Excerpted data
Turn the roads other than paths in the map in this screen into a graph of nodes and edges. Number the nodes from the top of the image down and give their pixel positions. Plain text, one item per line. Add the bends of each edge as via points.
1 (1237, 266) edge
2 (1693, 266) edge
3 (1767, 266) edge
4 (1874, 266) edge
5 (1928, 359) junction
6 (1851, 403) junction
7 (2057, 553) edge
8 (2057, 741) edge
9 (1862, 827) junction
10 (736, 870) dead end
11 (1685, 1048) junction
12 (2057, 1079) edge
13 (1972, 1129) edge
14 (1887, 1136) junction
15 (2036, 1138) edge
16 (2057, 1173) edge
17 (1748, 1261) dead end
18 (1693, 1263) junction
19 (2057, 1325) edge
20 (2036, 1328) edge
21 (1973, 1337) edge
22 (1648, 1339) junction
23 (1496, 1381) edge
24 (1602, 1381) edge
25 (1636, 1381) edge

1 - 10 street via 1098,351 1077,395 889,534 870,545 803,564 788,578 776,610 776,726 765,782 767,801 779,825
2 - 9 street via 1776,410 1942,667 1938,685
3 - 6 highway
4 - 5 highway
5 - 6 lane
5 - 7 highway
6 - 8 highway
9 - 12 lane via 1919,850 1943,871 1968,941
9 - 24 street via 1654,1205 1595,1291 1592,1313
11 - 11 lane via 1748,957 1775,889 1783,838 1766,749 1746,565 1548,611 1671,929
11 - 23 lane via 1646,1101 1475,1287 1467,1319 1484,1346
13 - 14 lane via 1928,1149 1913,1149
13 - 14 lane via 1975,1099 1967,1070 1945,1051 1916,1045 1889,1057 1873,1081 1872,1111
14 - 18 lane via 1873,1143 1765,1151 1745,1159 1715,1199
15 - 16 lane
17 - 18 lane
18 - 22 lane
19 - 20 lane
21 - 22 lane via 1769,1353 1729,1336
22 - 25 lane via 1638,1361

Assigned task
Please tally the lines of the data in which the string "street" appears and write only the total.

Written solution
3